◆ RECORDS SHOWN ◆
----
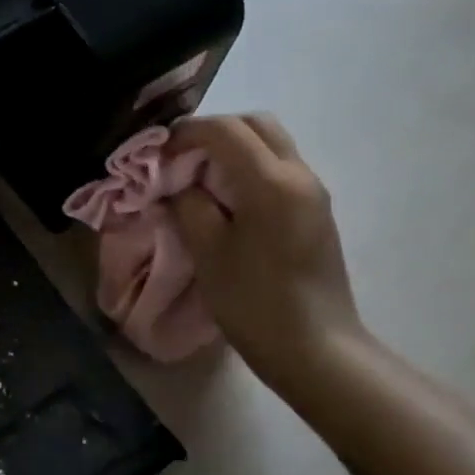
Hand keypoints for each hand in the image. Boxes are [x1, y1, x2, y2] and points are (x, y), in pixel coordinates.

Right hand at [166, 114, 366, 390]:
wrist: (317, 350)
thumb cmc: (255, 302)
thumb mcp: (207, 251)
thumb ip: (188, 204)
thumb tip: (178, 183)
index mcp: (271, 182)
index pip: (225, 130)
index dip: (186, 132)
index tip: (157, 153)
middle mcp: (299, 174)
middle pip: (255, 124)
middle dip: (213, 131)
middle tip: (180, 158)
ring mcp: (313, 192)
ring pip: (270, 143)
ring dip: (233, 148)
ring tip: (199, 177)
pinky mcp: (316, 211)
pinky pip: (279, 167)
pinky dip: (248, 166)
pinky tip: (226, 198)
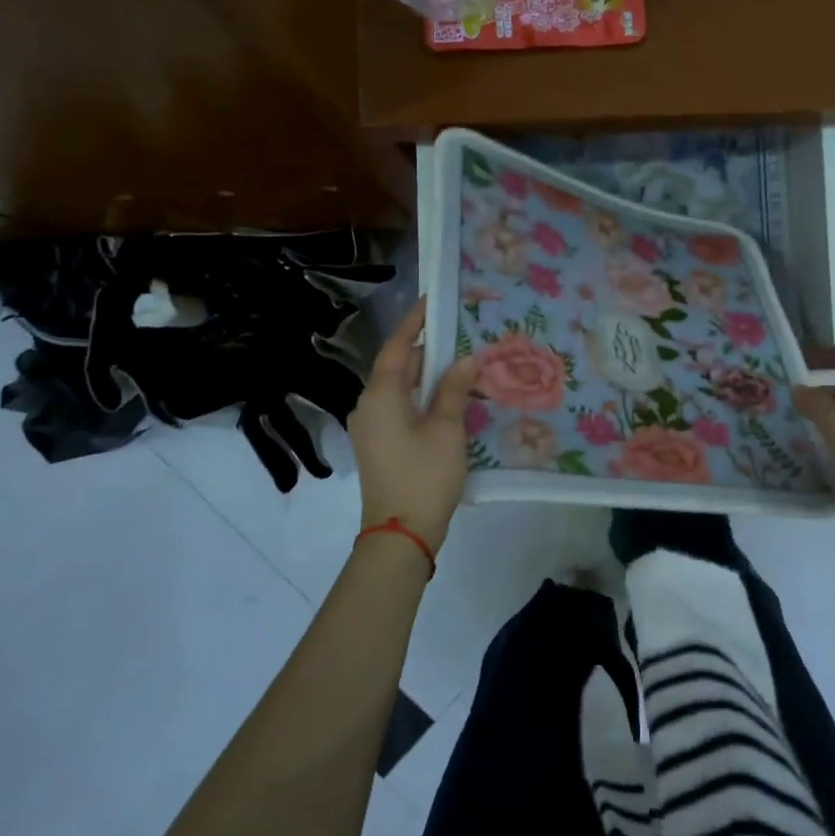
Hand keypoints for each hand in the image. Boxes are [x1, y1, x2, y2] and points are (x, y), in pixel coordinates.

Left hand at [348, 298, 479, 554]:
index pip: (396, 347)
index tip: (433, 301)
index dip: (415, 323)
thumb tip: (466, 359)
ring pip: (399, 389)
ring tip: (460, 363)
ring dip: (427, 376)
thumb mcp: (446, 430)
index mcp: (379, 395)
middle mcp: (368, 406)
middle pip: (396, 367)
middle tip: (459, 334)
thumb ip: (454, 390)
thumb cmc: (424, 476)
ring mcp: (371, 428)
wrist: (400, 534)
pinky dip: (421, 398)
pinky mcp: (379, 446)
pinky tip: (448, 400)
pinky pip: (399, 409)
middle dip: (427, 350)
----
The answer is the lines above between the line holding "middle pip: (255, 124)" and the line holding "pinky tip: (226, 198)", inclusive, each written out exactly, and no others.

middle pip: (255, 124)
middle dip: (213, 131)
middle tip: (180, 158)
ring mcp: (313, 192)
ring pip: (270, 143)
ring dip: (233, 148)
ring tip: (199, 177)
pinky mcp: (316, 211)
pinky pip: (279, 167)
pinky dip: (248, 166)
pinky tip: (226, 198)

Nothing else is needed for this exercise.